Well, no. Many cities and states around the U.S. prohibit private-sector businesses and nonprofit groups from discriminating on the basis of sexual orientation or gender identity. But churches' right to hire ministers who meet their standards remains protected by the U.S. Constitution's guarantee of religious freedom. Many churches don't allow women to be ministers, just as many don't allow LGBTQ ministers, and these laws have not interfered with their hiring practices. The ordinance also has an exemption allowing religious schools and charities to limit hiring to members of their own faith.
Nonetheless, the U.S. Pastor Council, a Houston-based group of conservative ministers, filed a federal lawsuit in October seeking to strike down Austin's ordinance, which has been on the books for some time; the lawsuit coincided with Brett Kavanaugh's confirmation to the Supreme Court. The Pastor Council wants to broaden the religious exemption, saying churches and affiliate organizations should be free to discriminate in hiring for positions that have nothing to do with ministry. (There have been lawsuits over such discrimination around the nation, involving LGBTQ employees who work in a religious school's food service, for instance.)

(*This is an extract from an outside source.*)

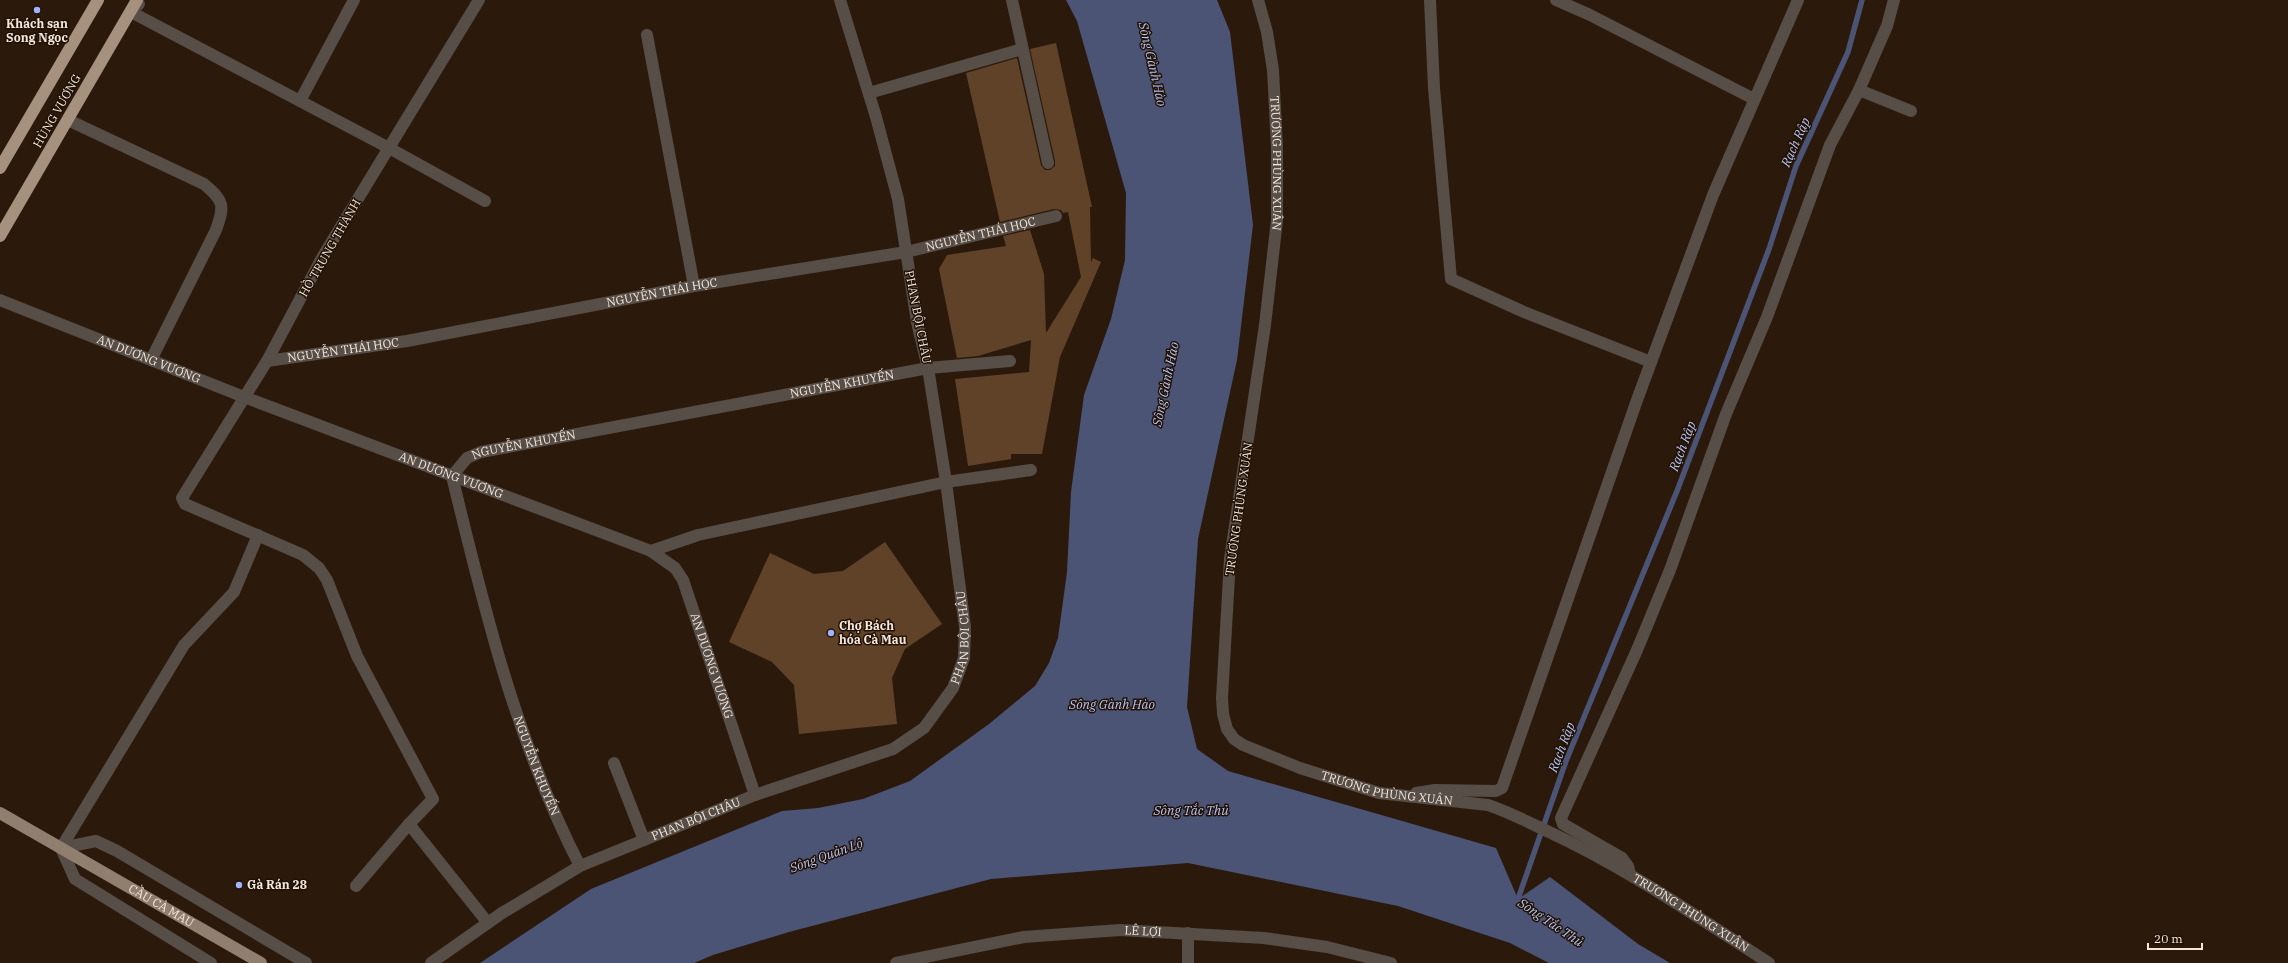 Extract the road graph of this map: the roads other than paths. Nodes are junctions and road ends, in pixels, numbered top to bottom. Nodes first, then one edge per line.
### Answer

"The lawsuit also seeks a court order declaring that churches affiliated with the U.S. Pastor Council have a right under the U.S. and Texas constitutions to exclude the hiring of gay and transgender people and, if required by church bylaws, bar women from serving in senior pastor positions," the Austin American-Statesman reported in October. The thing is, they already have that right when it comes to ministerial positions, and the jury is out -- in some cases, literally -- on whether positions as teachers, food pantry workers, and church music directors qualify as part of ministry.
The Christian Action Network article makes the alarmist statement that ordinances like Austin's will lead "to the collapse of First Amendment protections altogether."
"In the past, we have too often waited and watched from the sidelines, silent," Dave Welch of the Pastor Council told CAN. "We decided that that is not possible anymore, that's not acceptable."
Actually, the Pastor Council hasn't always been on the sidelines. It advocated for a 2015 ballot measure that resulted in the repeal of Houston's LGBTQ-inclusive human rights ordinance. The repeal campaign was marked by many ads portraying transgender people as predators in public restrooms.
But city officials in Austin, a famously liberal oasis in largely conservative Texas, have pledged to defend their ordinance vigorously in court. "Nondiscrimination is a core value in Austin and we need to defend it," Austin Mayor Steve Adler told local TV station KXAN.